Methods: We prospectively investigated 20 patients with DCM presenting CMD characterized by chest pain, normal coronary arteries at angiography, and detection of =2 myocardial segments with reversible perfusion defects during stress-rest Tc-99m-Sestamibi myocardial perfusion-SPECT imaging (MPI). Patients were assigned to a Training Group (TG - n=11, 5 men, age = 60.0±7,8 y. o., mean NYHA functional class = 1.8±0.4) and Control Group (CG - n=9, 5 men, age = 55.8±12 y.o., mean NYHA functional class = 2.0±0.5). At baseline and 3 months afterwards, both groups underwent MPI including evaluation of left ventricular ejection fraction (LVEF) by using gated-SEPCT images, cardiopulmonary exercise test (CPT) and quality of life (QOL) evaluation by using the SF36 questionnaire.  The patients of the TG were submitted to aerobical physical training during 3 months, consisting of 1-hour treadmill sessions, 3 times/week, moderate intensity (60 to 85% of the peak-VO2). The myocardial perfusion defects were visually graded using a semi-quantitative score (0=normal uptake; 4 = absent uptake) in a left ventricular 17-segment model. Summed reversibility score (RS) was calculated by subtracting the rest summed score from the stress summed score.
Results: The CG presented no significant difference between the baseline and post 3 months evaluation for all investigated variables. However, the TG patients exhibited significant reduction of the RS from baseline to the post-training evaluation (7.7±3.9 to 2.4±4.7, respectively, p=0.003), reduction of the number of segments with reversible defects (6.9±2.9 to 2.9±4.1, respectively, p=0.007), increasing of the LVEF (39.6±20.5 to 44.8±20.7%, respectively,  p=0.02), increasing of the physical capacity measured by the peak-VO2 (16.3±3.9 to 18.7±3.5 ml/Kg/min, respectively, p<0.003) and by the VO2 at the anaerobic threshold (10.4±2.0 to 12.9±3.0 ml/Kg/min, respectively, p=0,001). We observed significant improvement in all domains of the SF-36 scores.
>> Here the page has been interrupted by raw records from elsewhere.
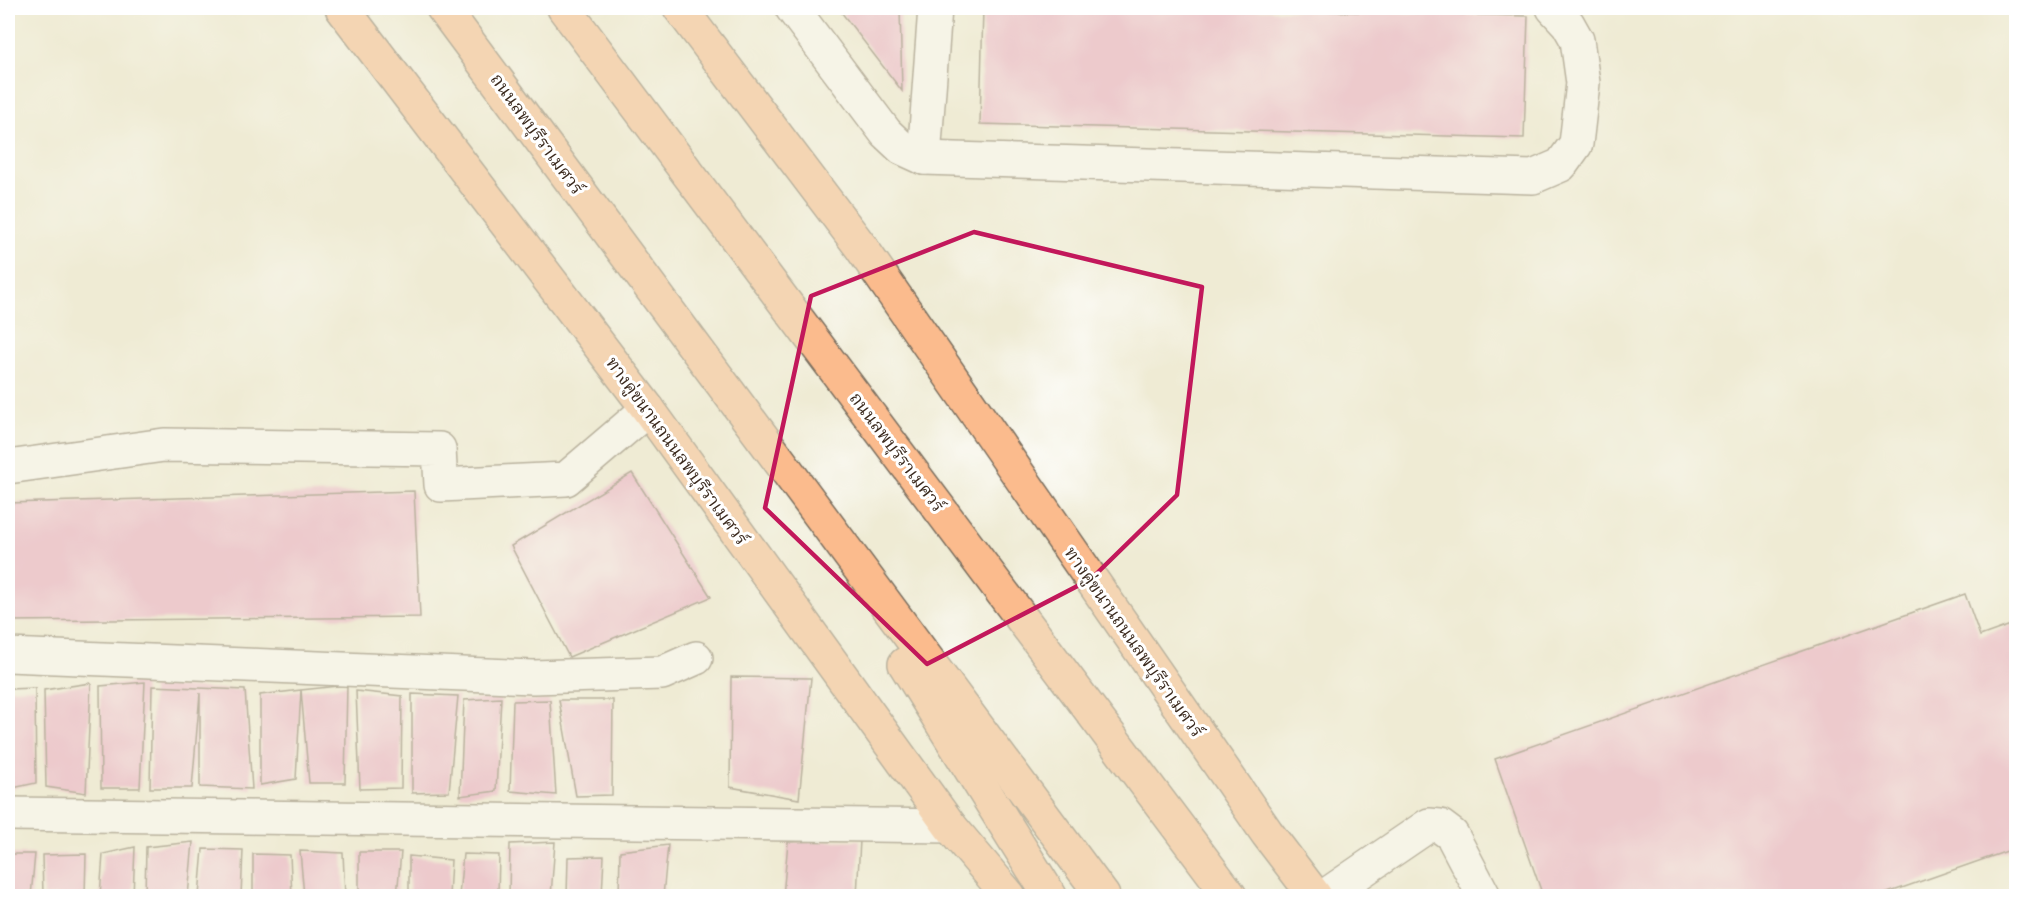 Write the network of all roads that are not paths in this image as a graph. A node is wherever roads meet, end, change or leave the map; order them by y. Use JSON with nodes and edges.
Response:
{"nodes":[{"id":1,"x":342,"y":8,"type":"edge"},
{"id":2,"x":443,"y":8,"type":"edge"},
{"id":3,"x":564,"y":8,"type":"edge"},
{"id":4,"x":680,"y":8,"type":"edge"},
{"id":5,"x":792,"y":8,"type":"edge"},
{"id":6,"x":935,"y":8,"type":"edge"},
{"id":7,"x":1553,"y":8,"type":"edge"},
{"id":8,"x":924,"y":159,"type":"junction"},
{"id":9,"x":648,"y":409,"type":"junction"},
{"id":10,"x":8,"y":467,"type":"edge"},
{"id":11,"x":783,"y":467,"type":"junction"},
{"id":12,"x":8,"y":655,"type":"edge"},
{"id":13,"x":696,"y":658,"type":"dead end"},
{"id":14,"x":8,"y":813,"type":"edge"},
{"id":15,"x":950,"y":826,"type":"junction"},
{"id":16,"x":1009,"y":897,"type":"edge"},
{"id":17,"x":1050,"y":897,"type":"edge"},
{"id":18,"x":1103,"y":897,"type":"edge"},
{"id":19,"x":1230,"y":897,"type":"edge"},
{"id":20,"x":1315,"y":897,"type":"edge"},
{"id":21,"x":1325,"y":897,"type":"edge"},
{"id":22,"x":1484,"y":897,"type":"edge"}],
"edges":[{"from":1,"to":9,"type":"main road","name":"ทางคู่ขนานถนนลพบุรีราเมศวร์"},
{"from":2,"to":11,"type":"main road","name":"ถนนลพบุรีราเมศวร์"},
{"from":3,"to":19,"type":"main road","name":"ถนนลพบุรีราเมศวร์"},
{"from":4,"to":20,"type":"main road","name":"ทางคู่ขนานถนนลพบุรีราเมศวร์"},
{"from":5,"to":8,"type":"street"},
{"from":6,"to":8,"type":"street"},
{"from":7,"to":8,"type":"street"},
{"from":9,"to":10,"type":"street"},
{"from":9,"to":15,"type":"main road","name":"ทางคู่ขนานถนนลพบุรีราเมศวร์"},
{"from":11,"to":17,"type":"main road"},
{"from":11,"to":18,"type":"main road","name":"ถนนลพบุรีราเมศวร์"},
{"from":12,"to":13,"type":"street"},
{"from":14,"to":15,"type":"street"},
{"from":15,"to":16,"type":"main road","name":"ทางคู่ขนานถนนลพบุรีราเมศวร์"},
{"from":21,"to":22,"type":"street"}]}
Conclusions: Physical training was associated to significant reduction of the extent/severity of reversible myocardial perfusion defects in patients with DCM and coronary microvascular dysfunction. This positive effect was also associated to improvement of the LVEF and QOL scores. Our results suggest that physical training is a relevant therapy for coronary microvascular dysfunction in DCM patients.